======== Provided data ========
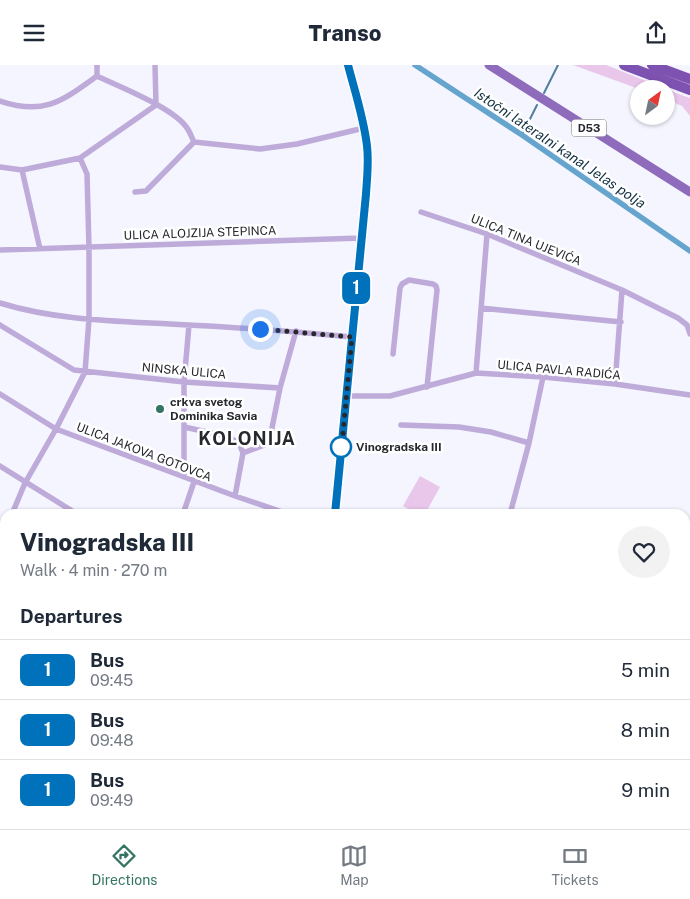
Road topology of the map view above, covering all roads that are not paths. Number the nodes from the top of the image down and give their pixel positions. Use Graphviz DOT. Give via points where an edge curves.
graph roads {
  1 [pos="97,65"];
  2 [pos="155,65"];
  3 [pos="348,65"];
  4 [pos="489,65"];
  5 [pos="624,65"];
  6 [pos="656,67"];
  7 [pos="642,72"];
  8 [pos="690,74"];
  9 [pos="97,76"];
  10 [pos="690,79"];
  11 [pos="690,90"];
  12 [pos="690,95"];
  13 [pos="0,101"];
  14 [pos="156,105"];
  15 [pos="364,128"];
  16 [pos="194,142"];
  17 [pos="80,158"];
  18 [pos="0,167"];
  19 [pos="22,170"];
  20 [pos="135,192"];
  21 [pos="690,192"];
  22 [pos="421,212"];
  23 [pos="487,234"];
  24 [pos="361,237"];
  25 [pos="89,248"];
  26 [pos="40,249"];
  27 [pos="0,250"];
  28 [pos="622,291"];
  29 [pos="0,303"];
  30 [pos="481,308"];
  31 [pos="89,319"];
  32 [pos="620,322"];
  33 [pos="0,325"];
  34 [pos="189,325"];
  35 [pos="296,331"];
  36 [pos="690,334"];
  37 [pos="352,337"];
  38 [pos="393,354"];
  39 [pos="85,372"];
  40 [pos="476,373"];
  41 [pos="542,377"];
  42 [pos="184,382"];
  43 [pos="615,384"];
  44 [pos="427,387"];
  45 [pos="280,388"];
  46 [pos="690,393"];
  47 [pos="0,394"];
  48 [pos="346,396"];
  49 [pos="401,425"];
  50 [pos="184,427"];
  51 [pos="56,429"];
  52 [pos="529,443"];
  53 [pos="243,453"];
  54 [pos="0,466"];
  55 [pos="184,477"];
  56 [pos="194,482"];
  57 [pos="25,483"];
  58 [pos="234,496"];
  59 [pos="14,509"];
  60 [pos="69,509"];
  61 [pos="185,509"];
  62 [pos="273,509"];
  63 [pos="335,509"];
  64 [pos="511,509"];
  1 -- 9 [label="street"];
  2 -- 14 [label="street"];
  3 -- 15 [label="street"];
  4 -- 21 [label="main road, D53"];
  5 -- 7 [label="highway"];
  6 -- 8 [label="highway"];
  6 -- 10 [label="highway"];
  7 -- 11 [label="highway"];
  7 -- 12 [label="highway" via="653,81"];
  9 -- 13 [label="street" via="50,105 18,107"];
  9 -- 14 [label="street"];
  14 -- 16 [label="street" via="187,127"];
  14 -- 17 [label="street"];
  15 -- 16 [label="street" via="260,149"];
  15 -- 24 [label="street" via="367,169"];
  16 -- 20 [label="street" via="146,191"];
  17 -- 19 [label="street"];
  17 -- 25 [label="street" via="87,174"];
  18 -- 19 [label="street"];
  19 -- 26 [label="street"];
  22 -- 23 [label="street, ULICA TINA UJEVIĆA"];
  23 -- 28 [label="street, ULICA TINA UJEVIĆA"];
  23 -- 30 [label="street"];
  24 -- 25 [label="street, ULICA ALOJZIJA STEPINCA"];
  24 -- 37 [label="street"];
  25 -- 26 [label="street, ULICA ALOJZIJA STEPINCA"];
  25 -- 31 [label="street"];
  26 -- 27 [label="street, ULICA ALOJZIJA STEPINCA"];
  28 -- 32 [label="street"];
  28 -- 36 [label="street, ULICA TINA UJEVIĆA" via="678,317 687,325"];
  29 -- 31 [label="street" via="24,310"];
  30 -- 32 [label="street"];
  30 -- 40 [label="street"];
  31 -- 34 [label="street"];
  31 -- 39 [label="street"];
  32 -- 43 [label="street"];
  33 -- 39 [label="street, NINSKA ULICA" via="74,370"];
  34 -- 35 [label="street"];
  34 -- 42 [label="street"];
  35 -- 37 [label="street"];
  35 -- 45 [label="street"];
  37 -- 48 [label="street"];
  38 -- 44 [label="street" via="402,283 409,280 433,284 438,290"];
  39 -- 42 [label="street, NINSKA ULICA"];
  39 -- 51 [label="street"];
  40 -- 41 [label="street, ULICA PAVLA RADIĆA"];
  40 -- 44 [label="street, ULICA PAVLA RADIĆA"];
  41 -- 43 [label="street, ULICA PAVLA RADIĆA"];
  41 -- 52 [label="street"];
  42 -- 45 [label="street, NINSKA ULICA"];
  42 -- 50 [label="street"];
  43 -- 46 [label="street, ULICA PAVLA RADIĆA"];
  44 -- 48 [label="street, ULICA PAVLA RADIĆA" via="373,397"];
  45 -- 53 [label="street" via="267,444"];
  47 -- 51 [label="street, ULICA JAKOVA GOTOVCA"];
  48 -- 63 [label="street"];
  49 -- 52 [label="street" via="460,427"];
  50 -- 53 [label="street" via="226,436 239,443"];
  50 -- 55 [label="street"];
  51 -- 55 [label="street, ULICA JAKOVA GOTOVCA"];
  51 -- 57 [label="street"];
  52 -- 64 [label="street"];
  53 -- 58 [label="street"];
  54 -- 57 [label="street"];
  55 -- 56 [label="street, ULICA JAKOVA GOTOVCA"];
  56 -- 58 [label="street, ULICA JAKOVA GOTOVCA"];
  56 -- 61 [label="street"];
  57 -- 59 [label="street"];
  57 -- 60 [label="street"];
  58 -- 62 [label="street, ULICA JAKOVA GOTOVCA"];
}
========
◆ Your assignment ◆
Restate the data above word for word. Do not include the images.

◆ Response ◆
Road topology of the map view above, covering all roads that are not paths. Number the nodes from the top of the image down and give their pixel positions. Use Graphviz DOT. Give via points where an edge curves.
graph roads {
  1 [pos="97,65"];
  2 [pos="155,65"];
  3 [pos="348,65"];
  4 [pos="489,65"];
  5 [pos="624,65"];
  6 [pos="656,67"];
  7 [pos="642,72"];
  8 [pos="690,74"];
  9 [pos="97,76"];
  10 [pos="690,79"];
  11 [pos="690,90"];
  12 [pos="690,95"];
  13 [pos="0,101"];
  14 [pos="156,105"];
  15 [pos="364,128"];
  16 [pos="194,142"];
  17 [pos="80,158"];
  18 [pos="0,167"];
  19 [pos="22,170"];
  20 [pos="135,192"];
  21 [pos="690,192"];
  22 [pos="421,212"];
  23 [pos="487,234"];
  24 [pos="361,237"];
  25 [pos="89,248"];
  26 [pos="40,249"];
  27 [pos="0,250"];
  28 [pos="622,291"];
  29 [pos="0,303"];
  30 [pos="481,308"];
  31 [pos="89,319"];
  32 [pos="620,322"];
  33 [pos="0,325"];
  34 [pos="189,325"];
  35 [pos="296,331"];
  36 [pos="690,334"];
  37 [pos="352,337"];
  38 [pos="393,354"];
  39 [pos="85,372"];
  40 [pos="476,373"];
  41 [pos="542,377"];
  42 [pos="184,382"];
  43 [pos="615,384"];
  44 [pos="427,387"];
  45 [pos="280,388"];
  46 [pos="690,393"];
  47 [pos="0,394"];
  48 [pos="346,396"];
  49 [pos="401,425"];
  50 [pos="184,427"];
  51 [pos="56,429"];
  52 [pos="529,443"];
  53 [pos="243,453"];
  54 [pos="0,466"];
  55 [pos="184,477"];
  56 [pos="194,482"];
  57 [pos="25,483"];
  58 [pos="234,496"];
  59 [pos="14,509"];
  60 [pos="69,509"];
  61 [pos="185,509"];
  62 [pos="273,509"];
  63 [pos="335,509"];
  64 [pos="511,509"];
  1 -- 9 [label="street"];
  2 -- 14 [label="street"];
  3 -- 15 [label="street"];
  4 -- 21 [label="main road, D53"];
  5 -- 7 [label="highway"];
  6 -- 8 [label="highway"];
  6 -- 10 [label="highway"];
  7 -- 11 [label="highway"];
  7 -- 12 [label="highway" via="653,81"];
  9 -- 13 [label="street" via="50,105 18,107"];
  9 -- 14 [label="street"];
  14 -- 16 [label="street" via="187,127"];
  14 -- 17 [label="street"];
  15 -- 16 [label="street" via="260,149"];
  15 -- 24 [label="street" via="367,169"];
  16 -- 20 [label="street" via="146,191"];
  17 -- 19 [label="street"];
  17 -- 25 [label="street" via="87,174"];
  18 -- 19 [label="street"];
  19 -- 26 [label="street"];
  22 -- 23 [label="street, ULICA TINA UJEVIĆA"];
  23 -- 28 [label="street, ULICA TINA UJEVIĆA"];
  23 -- 30 [label="street"];
  24 -- 25 [label="street, ULICA ALOJZIJA STEPINCA"];
  24 -- 37 [label="street"];
  25 -- 26 [label="street, ULICA ALOJZIJA STEPINCA"];
  25 -- 31 [label="street"];
  26 -- 27 [label="street, ULICA ALOJZIJA STEPINCA"];
  28 -- 32 [label="street"];
  28 -- 36 [label="street, ULICA TINA UJEVIĆA" via="678,317 687,325"];
  29 -- 31 [label="street" via="24,310"];
  30 -- 32 [label="street"];
  30 -- 40 [label="street"];
  31 -- 34 [label="street"];
  31 -- 39 [label="street"];
  32 -- 43 [label="street"];
  33 -- 39 [label="street, NINSKA ULICA" via="74,370"];
  34 -- 35 [label="street"];
  34 -- 42 [label="street"];
  35 -- 37 [label="street"];
  35 -- 45 [label="street"];
  37 -- 48 [label="street"];
  38 -- 44 [label="street" via="402,283 409,280 433,284 438,290"];
  39 -- 42 [label="street, NINSKA ULICA"];
  39 -- 51 [label="street"];
  40 -- 41 [label="street, ULICA PAVLA RADIĆA"];
  40 -- 44 [label="street, ULICA PAVLA RADIĆA"];
  41 -- 43 [label="street, ULICA PAVLA RADIĆA"];
  41 -- 52 [label="street"];
  42 -- 45 [label="street, NINSKA ULICA"];
  42 -- 50 [label="street"];
  43 -- 46 [label="street, ULICA PAVLA RADIĆA"];
  44 -- 48 [label="street, ULICA PAVLA RADIĆA" via="373,397"];
  45 -- 53 [label="street" via="267,444"];
  47 -- 51 [label="street, ULICA JAKOVA GOTOVCA"];
  48 -- 63 [label="street"];
  49 -- 52 [label="street" via="460,427"];
  50 -- 53 [label="street" via="226,436 239,443"];
  50 -- 55 [label="street"];
  51 -- 55 [label="street, ULICA JAKOVA GOTOVCA"];
  51 -- 57 [label="street"];
  52 -- 64 [label="street"];
  53 -- 58 [label="street"];
  54 -- 57 [label="street"];
  55 -- 56 [label="street, ULICA JAKOVA GOTOVCA"];
  56 -- 58 [label="street, ULICA JAKOVA GOTOVCA"];
  56 -- 61 [label="street"];
  57 -- 59 [label="street"];
  57 -- 60 [label="street"];
  58 -- 62 [label="street, ULICA JAKOVA GOTOVCA"];
}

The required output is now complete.